WORK ITEM >> The entries are to be written out word for word, with their images left out.

BEGIN RECORDS FOR THE TASK

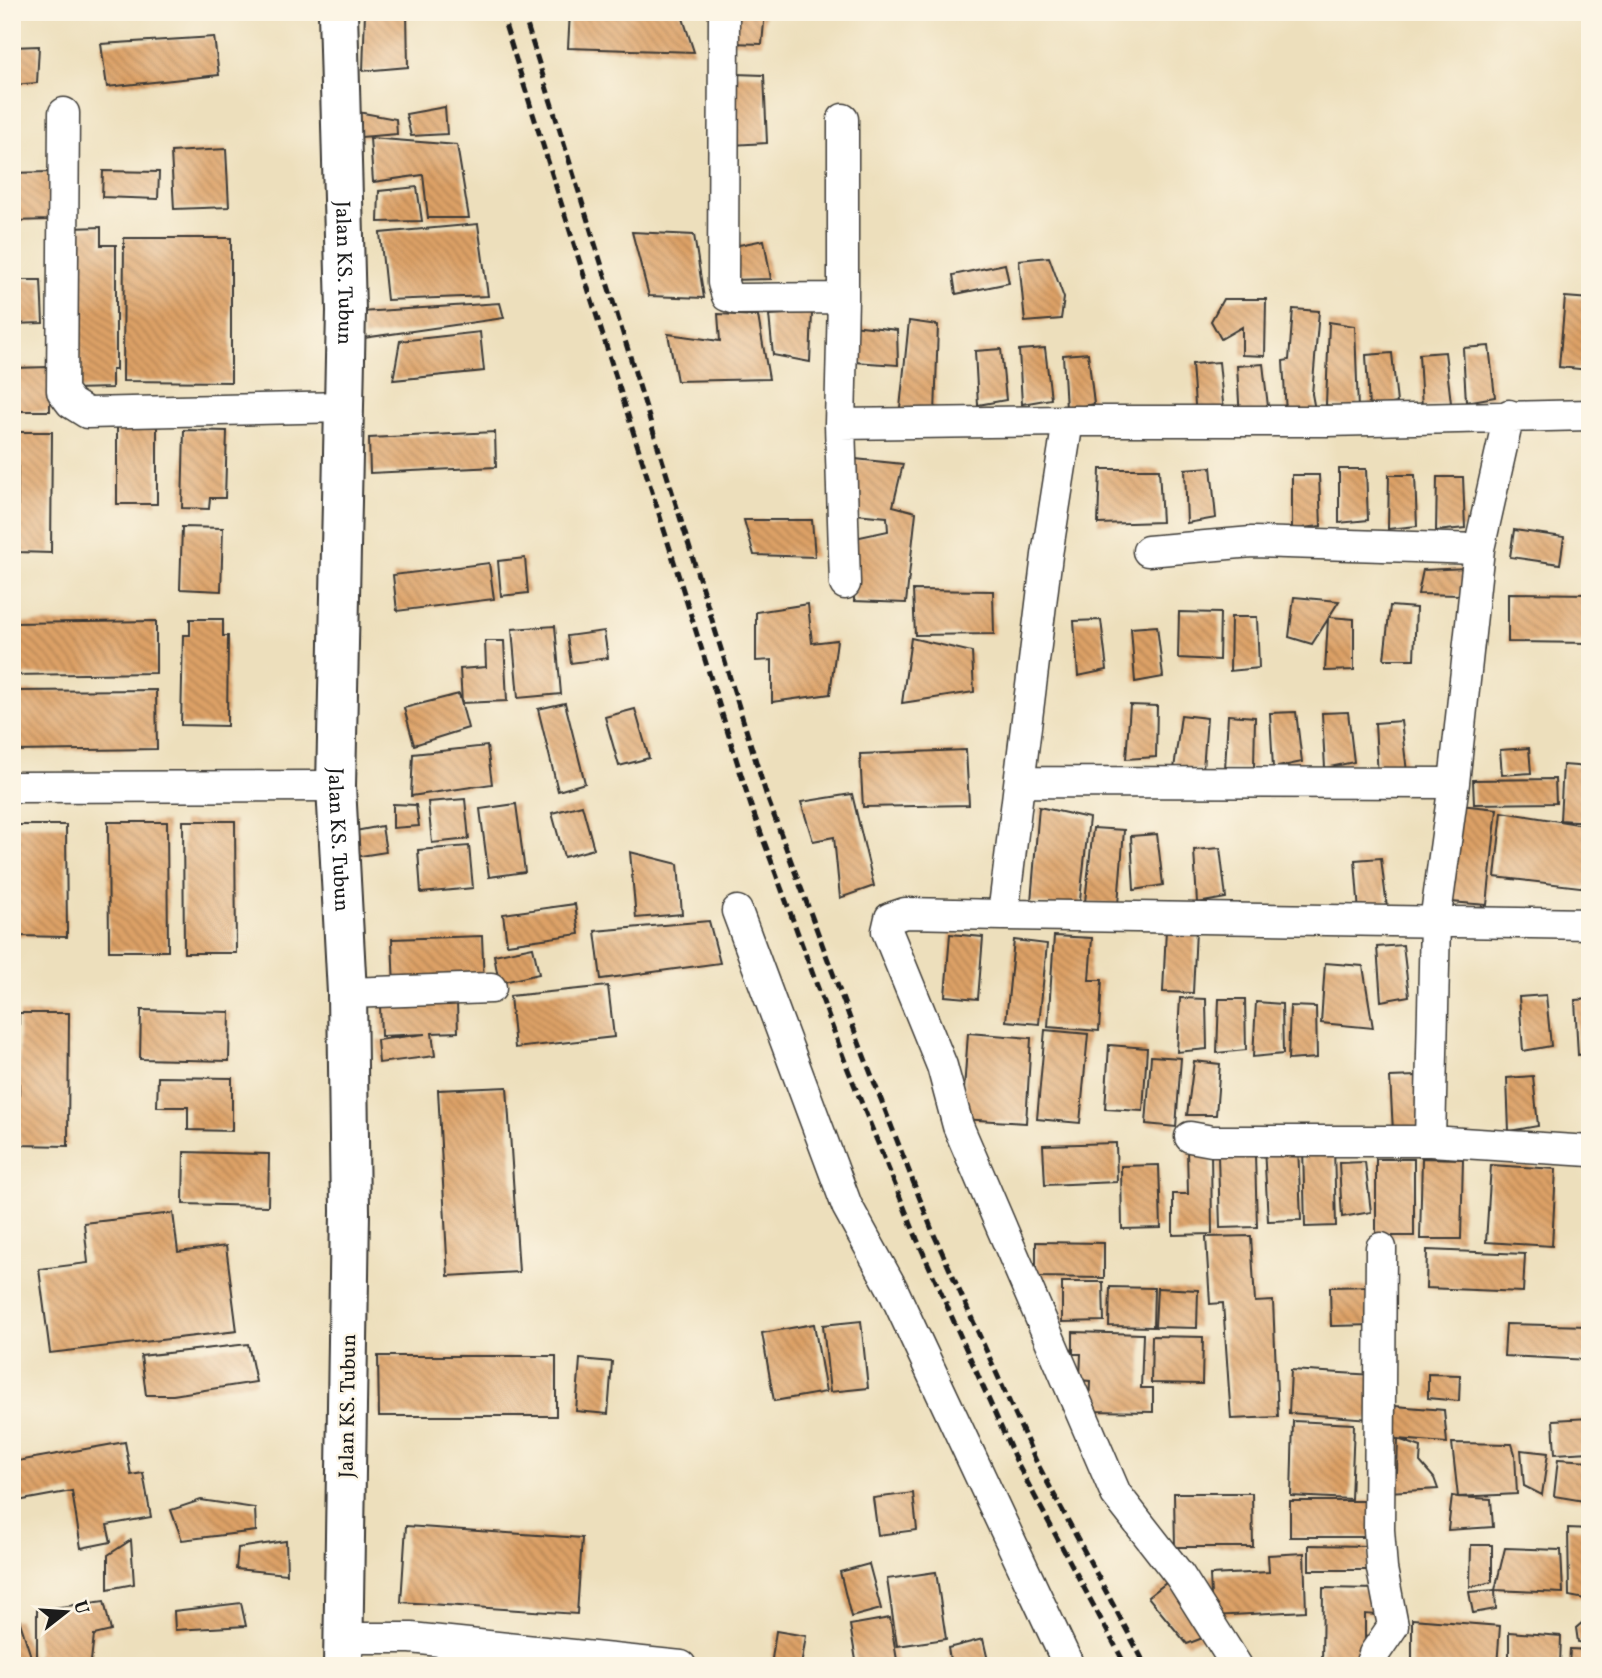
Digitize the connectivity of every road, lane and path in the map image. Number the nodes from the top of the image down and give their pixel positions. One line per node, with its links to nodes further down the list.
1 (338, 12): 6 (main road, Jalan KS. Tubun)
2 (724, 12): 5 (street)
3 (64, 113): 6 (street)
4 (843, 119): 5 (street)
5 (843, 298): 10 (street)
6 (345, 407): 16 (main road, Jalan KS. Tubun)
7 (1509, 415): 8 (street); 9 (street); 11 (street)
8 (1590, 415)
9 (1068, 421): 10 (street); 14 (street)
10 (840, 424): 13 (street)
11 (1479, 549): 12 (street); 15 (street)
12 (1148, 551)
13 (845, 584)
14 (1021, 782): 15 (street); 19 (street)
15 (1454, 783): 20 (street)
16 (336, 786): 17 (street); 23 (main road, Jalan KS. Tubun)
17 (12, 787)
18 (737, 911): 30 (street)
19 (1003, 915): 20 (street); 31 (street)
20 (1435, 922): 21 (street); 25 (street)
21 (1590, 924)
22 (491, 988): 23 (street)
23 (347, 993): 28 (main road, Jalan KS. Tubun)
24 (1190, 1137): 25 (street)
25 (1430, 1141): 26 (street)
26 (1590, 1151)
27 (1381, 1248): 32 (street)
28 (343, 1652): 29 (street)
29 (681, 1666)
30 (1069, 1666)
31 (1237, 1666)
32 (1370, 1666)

END RECORDS FOR THE TASK

ANSWER BELOW >>
Digitize the connectivity of every road, lane and path in the map image. Number the nodes from the top of the image down and give their pixel positions. One line per node, with its links to nodes further down the list.
1 (338, 12): 6 (main road, Jalan KS. Tubun)
2 (724, 12): 5 (street)
3 (64, 113): 6 (street)
4 (843, 119): 5 (street)
5 (843, 298): 10 (street)
6 (345, 407): 16 (main road, Jalan KS. Tubun)
7 (1509, 415): 8 (street); 9 (street); 11 (street)
8 (1590, 415)
9 (1068, 421): 10 (street); 14 (street)
10 (840, 424): 13 (street)
11 (1479, 549): 12 (street); 15 (street)
12 (1148, 551)
13 (845, 584)
14 (1021, 782): 15 (street); 19 (street)
15 (1454, 783): 20 (street)
16 (336, 786): 17 (street); 23 (main road, Jalan KS. Tubun)
17 (12, 787)
18 (737, 911): 30 (street)
19 (1003, 915): 20 (street); 31 (street)
20 (1435, 922): 21 (street); 25 (street)
21 (1590, 924)
22 (491, 988): 23 (street)
23 (347, 993): 28 (main road, Jalan KS. Tubun)
24 (1190, 1137): 25 (street)
25 (1430, 1141): 26 (street)
26 (1590, 1151)
27 (1381, 1248): 32 (street)
28 (343, 1652): 29 (street)
29 (681, 1666)
30 (1069, 1666)
31 (1237, 1666)
32 (1370, 1666)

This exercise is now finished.